Jorge G. Mare schrieb:
Howdy, Stephan Assmus wrote:Why do you need to know where the software is installed? What are your use-cases for that?For me, the beauty of BeOS was its transparency and no-nonsense manageability to all my files -- be it data or applications -- that it gave me as a user. As a user, in BeOS you either knew -- or could figure out very easily -- where your data and apps were actually located in your computer, and it was easy to move things around w/o breaking the system; this made me feel I was in charge and full control of my system and not the other way around. One thing that I think contributes to this is that BeOS/Haiku offers a one to one relationship between the data objects that you deal with as a user. So instead of obscure abstractions of multiple data objects that nobody knows where they are located, you have data files that directly relate to the data that actually matters to you. A good example would be the ".mozilla-thunderbird/?????.default/Mail/*" folders in an Ubuntu installation vs. the "/home/email" folders in BeOS/Haiku: in the case of Haiku, each one of your email messages are ready to be opened via a simple double-click, or to be backed up by a simple copy operation, or queried by the FS for whatever purpose you want. I think Haiku should look into this uniqueness (and strength IMO) for clues on how to manage applications. In that vein, some sort of self-contained app object such as the proposed bundles (or even simply folders? or PCD-BSD's PBI?) would offer the end user similar ease and manageability when dealing with apps. This would make it very easy to move things around for whatever the user's particular circumstances require, such as repartitioning an HDD, moving apps from one PC to another, backing up data/apps, or simply reorganizing files in your system. I am not a programmer, so I have no clue about the technical details (yeah, I know, talk is cheap). I just hope Haiku lives up to its claims of offering a user experience that is "free of any unnecessary complexities" and gives proper thought to preserving the BeOS way of putting the user in control of the computer and not the other way around.
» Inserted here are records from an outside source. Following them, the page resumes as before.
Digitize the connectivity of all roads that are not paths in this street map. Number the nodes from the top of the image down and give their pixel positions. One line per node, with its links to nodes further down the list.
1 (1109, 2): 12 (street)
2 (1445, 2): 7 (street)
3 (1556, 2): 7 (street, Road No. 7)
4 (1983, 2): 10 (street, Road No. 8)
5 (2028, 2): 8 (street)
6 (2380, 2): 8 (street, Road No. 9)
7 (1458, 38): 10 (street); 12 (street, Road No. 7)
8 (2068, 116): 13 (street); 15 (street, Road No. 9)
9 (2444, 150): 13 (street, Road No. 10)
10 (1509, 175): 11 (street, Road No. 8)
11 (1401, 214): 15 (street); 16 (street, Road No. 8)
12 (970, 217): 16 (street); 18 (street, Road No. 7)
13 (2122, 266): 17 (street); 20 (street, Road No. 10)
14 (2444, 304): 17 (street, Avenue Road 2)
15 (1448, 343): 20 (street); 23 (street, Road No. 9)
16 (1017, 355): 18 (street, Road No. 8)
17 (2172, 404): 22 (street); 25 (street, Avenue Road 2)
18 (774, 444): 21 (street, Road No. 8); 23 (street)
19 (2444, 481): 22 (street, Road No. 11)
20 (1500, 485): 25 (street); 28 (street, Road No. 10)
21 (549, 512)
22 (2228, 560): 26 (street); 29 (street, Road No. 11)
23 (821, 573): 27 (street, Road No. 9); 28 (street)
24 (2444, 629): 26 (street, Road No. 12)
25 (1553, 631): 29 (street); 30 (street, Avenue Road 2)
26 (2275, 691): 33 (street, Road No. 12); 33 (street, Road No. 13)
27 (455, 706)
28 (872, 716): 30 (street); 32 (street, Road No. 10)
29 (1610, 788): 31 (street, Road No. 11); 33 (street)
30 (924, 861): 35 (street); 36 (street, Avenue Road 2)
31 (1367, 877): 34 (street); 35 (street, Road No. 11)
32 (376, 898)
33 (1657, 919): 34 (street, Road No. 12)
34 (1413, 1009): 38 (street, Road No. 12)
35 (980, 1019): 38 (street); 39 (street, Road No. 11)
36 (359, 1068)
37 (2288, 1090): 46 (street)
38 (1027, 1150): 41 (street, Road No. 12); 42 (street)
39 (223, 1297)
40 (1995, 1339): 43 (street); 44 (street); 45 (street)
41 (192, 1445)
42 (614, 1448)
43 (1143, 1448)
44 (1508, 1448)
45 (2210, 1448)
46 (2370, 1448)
I am not arguing against any of that. I love the transparency as much as you do and I always used it as one of the stronger pro-BeOS arguments when evangelizing.
My point is that we cannot do completely without any ports. These may require certain (scattered?) ways of being installed. And even for native software, we may run into dependency and binary compatibility issues sooner or later. These problems need a solid, reliable solution.
Once integrated search for and installation of software, automatic updates and these things come into play, some form of smart package management backend seems to be inevitable.